Cowland on Cars

Think Fast. Why boy (and girl) racers are singing to a different tune…

by Paul Cowland
12 December 2023 5 min read
Think Fast. Why boy (and girl) racers are singing to a different tune…

I know that I’m in a safe space when I stand up in a circle of you all and say, ‘I’m Paul Cowland, and I’m a car modifier…’ Because I know that a great deal of you out there are, too. While certain Hagerty readers – and indeed customers – prefer the unalloyed purity of a factory standard spec, there are a similar number of my brothers and sisters out there who prefer, say, the untamed rumble of a stainless steel sports back box over the factory’s mild steel alternative – and for me at least, ‘twas ever thus.

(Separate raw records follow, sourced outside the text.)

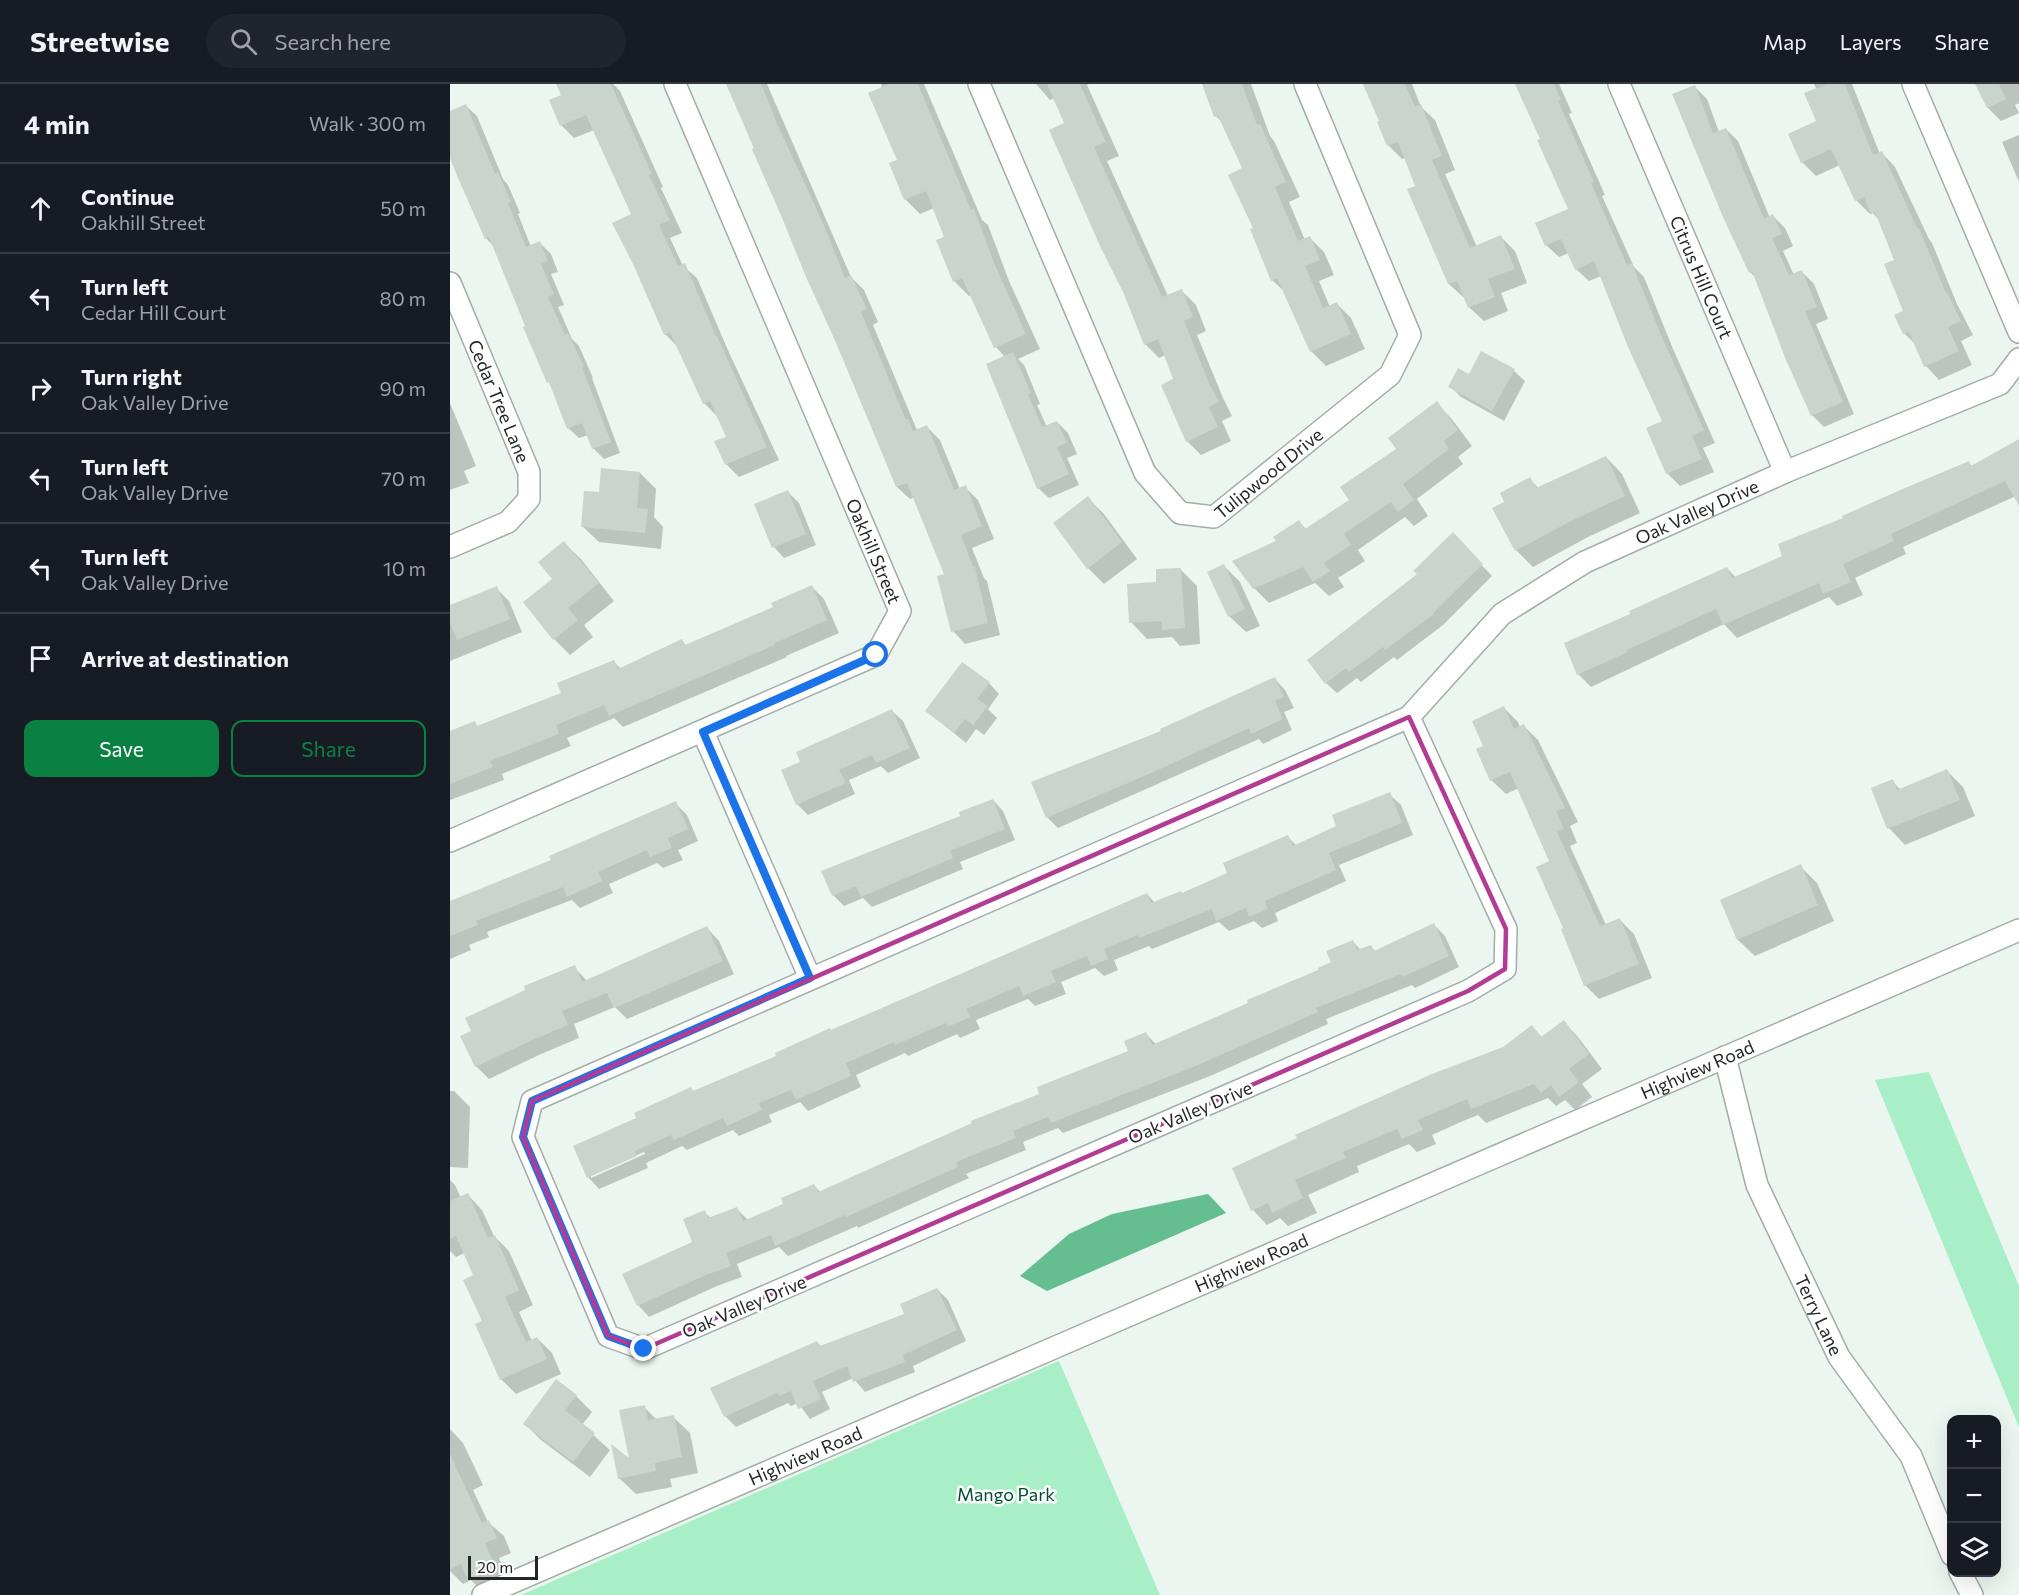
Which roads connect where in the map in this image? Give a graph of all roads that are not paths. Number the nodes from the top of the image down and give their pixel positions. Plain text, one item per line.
1 (675, 84) edge
2 (979, 84) edge
3 (1305, 84) edge
4 (1619, 84) edge
5 (1913, 84) edge
6 (450, 283) edge
7 (2019, 332) edge
8 (2019, 359) edge
9 (1785, 472) junction
10 (450, 547) edge
11 (1409, 717) junction
12 (703, 732) junction
13 (450, 842) edge
14 (2019, 930) edge
15 (810, 978) junction
16 (1725, 1057) junction
17 (1947, 1543) edge
18 (1963, 1577) edge
19 (483, 1595) edge
20 (1972, 1595) edge

1 - 12 street, Oakhill Street
2 - 3 street, Tulipwood Drive
4 - 9 street, Citrus Hill Court
5 - 7 street
6 - 10 street, Cedar Tree Lane
8 - 9 street, Oak Valley Drive
9 - 11 street, Oak Valley Drive
11 - 15 street, Oak Valley Drive
11 - 15 street, Oak Valley Drive
12 - 13 street, Oakhill Street
12 - 15 street
14 - 16 street, Highview Road
16 - 17 street, Terry Lane
16 - 19 street, Highview Road
18 - 20 street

I can vividly remember working every day of a summer holiday as a 16-year-old to be able to buy my first car: a 1972 VW Beetle, if you’re interested. And while it felt great to get it home and marvel at its mere presence on my parent’s drive, what felt even better was when I cycled down to the auto accessories shop ten minutes later and used the tiny bit of budget I had left to buy a Mountney steering wheel and boss. Half an hour after acquiring my first-ever car, and almost a full year before I could legally drive it, I had completed my first modification. Fast forward 34 years and many hundreds of cars later, and there hasn’t really been a month that’s passed by where I haven’t bought something for one of the many cars in my care to make it look, sound, drive, handle or feel better than the factory intended.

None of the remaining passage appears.